Carbon “offsets,” a feature of most cap-and-trade systems, build on the uncontroversial idea of minimizing the cost to reduce emissions of carbon dioxide and other greenhouse gases. Offsets give CO2 emitters facing carbon caps a cost-minimizing choice: they can reduce their own (domestic) emissions through the usual means: investing in or incentivizing energy efficiency and use of lower-carbon fuels; or they can buy carbon offsets that pay for actions elsewhere — typically in less-developed countries — that reduce or avoid emissions, supposedly achieving the same net reduction.
Ideally, carbon offsets finance low-carbon energy projects (e.g., wind farms and solar arrays) or projects to reduce emissions from deforestation. Reflecting this duality, the United Nations Environment Programme administers two offset programs: the “Clean Development Mechanism” (CDM) and the “Reducing Emissions from Deforestation and Forest Degradation” (REDD) program.
The European Union’s Emissions Trading System, the world’s largest cap-and-trade system, covering about 45% of greenhouse gas emissions from 31 countries, utilizes both CDM and REDD offsets. Similarly, California’s AB-32 carbon cap-and-trade program, which started in 2013, includes offsets from five categories: U.S. Forest Projects, Livestock Projects, Ozone Depleting Substances Projects, Urban Forest Projects and Mine Methane Capture. Emitters can use offsets to meet up to 8% of their compliance obligations, but since California’s cap declines 2% per year, offsets could represent a large fraction of total emissions reductions under the cap for some time.
Why, and how, offsets have proven hard to evaluate and easy to game.
Offsets were a major feature of the Waxman-Markey cap-and-trade bill that passed the House in 2009, and parallel Senate proposals in 2010. They were packaged into those bills as “cost control” measures to moderate the rise in energy price from steadily tightening the cap on CO2 emission permits. Offsets appealed to both polluters and potential recipients of offset funding, in effect providing political “grease” to smooth passage. But in 2008, a year before Waxman-Markey came to a vote, close analysis suggested that many intended offset projects wouldn’t actually result in emissions reductions. This raised concerns that a large supply of unverifiable offsets would undermine the emissions certainty claimed for cap-and-trade.

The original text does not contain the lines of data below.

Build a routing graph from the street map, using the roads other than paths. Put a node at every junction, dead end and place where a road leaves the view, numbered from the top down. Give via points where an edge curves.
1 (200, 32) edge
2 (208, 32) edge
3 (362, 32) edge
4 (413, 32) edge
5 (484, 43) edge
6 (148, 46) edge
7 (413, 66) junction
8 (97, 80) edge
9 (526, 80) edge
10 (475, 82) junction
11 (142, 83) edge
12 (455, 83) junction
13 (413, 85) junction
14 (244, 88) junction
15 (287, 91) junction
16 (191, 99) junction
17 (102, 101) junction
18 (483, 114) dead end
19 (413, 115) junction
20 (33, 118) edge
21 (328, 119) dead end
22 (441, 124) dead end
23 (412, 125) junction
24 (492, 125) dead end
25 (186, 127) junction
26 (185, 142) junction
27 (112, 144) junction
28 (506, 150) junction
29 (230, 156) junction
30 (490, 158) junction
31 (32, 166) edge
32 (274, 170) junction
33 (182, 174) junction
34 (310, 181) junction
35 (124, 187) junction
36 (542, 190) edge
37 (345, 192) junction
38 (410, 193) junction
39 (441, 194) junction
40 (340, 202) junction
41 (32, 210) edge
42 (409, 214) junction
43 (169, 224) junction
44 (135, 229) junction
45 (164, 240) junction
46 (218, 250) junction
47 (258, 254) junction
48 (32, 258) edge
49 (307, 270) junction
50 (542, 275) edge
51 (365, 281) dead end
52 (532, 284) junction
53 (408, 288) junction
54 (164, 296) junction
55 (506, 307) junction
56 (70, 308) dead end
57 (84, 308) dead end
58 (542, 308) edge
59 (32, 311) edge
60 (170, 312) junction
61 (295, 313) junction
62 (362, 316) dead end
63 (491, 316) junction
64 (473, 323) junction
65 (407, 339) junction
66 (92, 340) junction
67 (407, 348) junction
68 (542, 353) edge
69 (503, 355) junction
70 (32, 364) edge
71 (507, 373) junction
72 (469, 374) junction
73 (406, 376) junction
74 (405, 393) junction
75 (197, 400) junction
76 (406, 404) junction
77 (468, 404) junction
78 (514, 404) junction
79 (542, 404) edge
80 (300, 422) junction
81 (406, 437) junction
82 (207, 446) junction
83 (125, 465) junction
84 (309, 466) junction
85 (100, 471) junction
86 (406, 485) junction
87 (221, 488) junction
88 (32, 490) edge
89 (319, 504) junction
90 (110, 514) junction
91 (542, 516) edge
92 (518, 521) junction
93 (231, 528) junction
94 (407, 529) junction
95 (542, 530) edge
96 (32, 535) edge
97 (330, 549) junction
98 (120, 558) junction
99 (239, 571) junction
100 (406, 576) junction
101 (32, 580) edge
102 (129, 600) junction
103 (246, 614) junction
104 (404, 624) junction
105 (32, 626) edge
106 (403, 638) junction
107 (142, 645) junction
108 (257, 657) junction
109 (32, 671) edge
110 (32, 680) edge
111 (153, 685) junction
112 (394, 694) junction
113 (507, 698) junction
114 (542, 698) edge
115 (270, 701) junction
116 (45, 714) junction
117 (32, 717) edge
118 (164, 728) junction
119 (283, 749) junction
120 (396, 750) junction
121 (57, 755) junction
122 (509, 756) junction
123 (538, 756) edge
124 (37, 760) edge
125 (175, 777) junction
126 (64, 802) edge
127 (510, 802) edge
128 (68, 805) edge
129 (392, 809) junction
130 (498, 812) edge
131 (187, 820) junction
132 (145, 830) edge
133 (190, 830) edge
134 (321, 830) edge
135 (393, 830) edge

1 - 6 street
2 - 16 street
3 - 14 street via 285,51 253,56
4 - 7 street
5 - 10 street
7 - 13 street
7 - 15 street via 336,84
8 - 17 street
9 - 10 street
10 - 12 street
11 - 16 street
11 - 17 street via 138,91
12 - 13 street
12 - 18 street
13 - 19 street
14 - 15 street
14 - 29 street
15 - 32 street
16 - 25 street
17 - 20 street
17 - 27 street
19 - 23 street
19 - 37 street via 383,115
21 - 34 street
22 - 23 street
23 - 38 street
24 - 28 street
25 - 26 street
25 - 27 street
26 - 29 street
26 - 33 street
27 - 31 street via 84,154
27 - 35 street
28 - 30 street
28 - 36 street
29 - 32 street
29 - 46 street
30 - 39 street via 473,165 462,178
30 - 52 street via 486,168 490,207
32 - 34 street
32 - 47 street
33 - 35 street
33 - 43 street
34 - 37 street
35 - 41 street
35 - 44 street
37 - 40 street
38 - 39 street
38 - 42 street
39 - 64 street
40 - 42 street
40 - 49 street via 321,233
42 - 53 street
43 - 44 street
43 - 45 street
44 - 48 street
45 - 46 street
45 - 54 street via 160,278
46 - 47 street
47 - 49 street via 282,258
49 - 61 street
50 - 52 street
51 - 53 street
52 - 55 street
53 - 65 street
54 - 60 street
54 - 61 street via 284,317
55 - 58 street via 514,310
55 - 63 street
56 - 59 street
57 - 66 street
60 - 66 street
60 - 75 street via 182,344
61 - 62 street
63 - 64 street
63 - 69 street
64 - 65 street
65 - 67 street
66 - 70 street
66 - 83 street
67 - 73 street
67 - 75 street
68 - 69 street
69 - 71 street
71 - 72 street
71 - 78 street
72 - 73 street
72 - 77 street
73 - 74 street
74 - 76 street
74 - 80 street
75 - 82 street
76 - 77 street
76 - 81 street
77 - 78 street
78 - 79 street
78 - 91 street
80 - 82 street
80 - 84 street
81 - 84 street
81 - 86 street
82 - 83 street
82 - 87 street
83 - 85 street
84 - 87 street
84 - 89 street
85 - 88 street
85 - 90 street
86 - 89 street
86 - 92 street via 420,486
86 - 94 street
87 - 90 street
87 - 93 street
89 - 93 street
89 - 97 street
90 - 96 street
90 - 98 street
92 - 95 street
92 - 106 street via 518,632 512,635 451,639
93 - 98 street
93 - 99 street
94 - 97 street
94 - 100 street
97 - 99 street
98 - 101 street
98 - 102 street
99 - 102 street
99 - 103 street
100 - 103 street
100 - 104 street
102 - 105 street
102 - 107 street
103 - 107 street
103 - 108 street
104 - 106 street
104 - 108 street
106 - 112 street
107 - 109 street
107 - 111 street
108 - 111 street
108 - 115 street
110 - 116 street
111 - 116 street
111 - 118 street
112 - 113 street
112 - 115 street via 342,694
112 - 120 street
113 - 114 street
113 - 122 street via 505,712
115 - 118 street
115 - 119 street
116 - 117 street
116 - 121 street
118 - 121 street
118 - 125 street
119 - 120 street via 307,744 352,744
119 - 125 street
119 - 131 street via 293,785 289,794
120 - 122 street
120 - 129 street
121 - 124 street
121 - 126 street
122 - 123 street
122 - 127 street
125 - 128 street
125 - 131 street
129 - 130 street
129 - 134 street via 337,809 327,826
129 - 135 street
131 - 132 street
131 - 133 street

Later in 2008, the nonpartisan Government Accountability Office assessed the EU’s offset program under its Emissions Trading System. GAO found that over-allocation of allowances and offsets had resulted in “a price collapse.” As a result, Phase I of the ETS had “uncertain” effects on emissions in the capped countries while funding offsets of doubtful value, though GAO did hold out hope that reforms could make the system work.
Instead, the picture grew darker. GAO’s 2011 follow-up, “Options for Addressing Challenges to Carbon Offset Quality,” reported that in 2009, 81 million tons of offset credits — an estimated 59% of the ETS’s CDM offsets for that year — went to Chinese refrigerant factories to incinerate HFC-23, a chemical byproduct of refrigerant manufacturing whose per-pound greenhouse gas potency is 11,700 times that of CO2. According to GAO, the Chinese had constructed 19 new refrigerant manufacturing plants for the sole purpose of destroying the greenhouse gas byproduct in order to receive offset credits and the associated payments. According to estimates by Stanford professor Michael Wara, whereas installing equipment to capture and destroy HFC-23 at all of the facilities covered by the CDM would have cost just $100 million, these same projects were expected to generate $4.7 billion in CDM offset credits.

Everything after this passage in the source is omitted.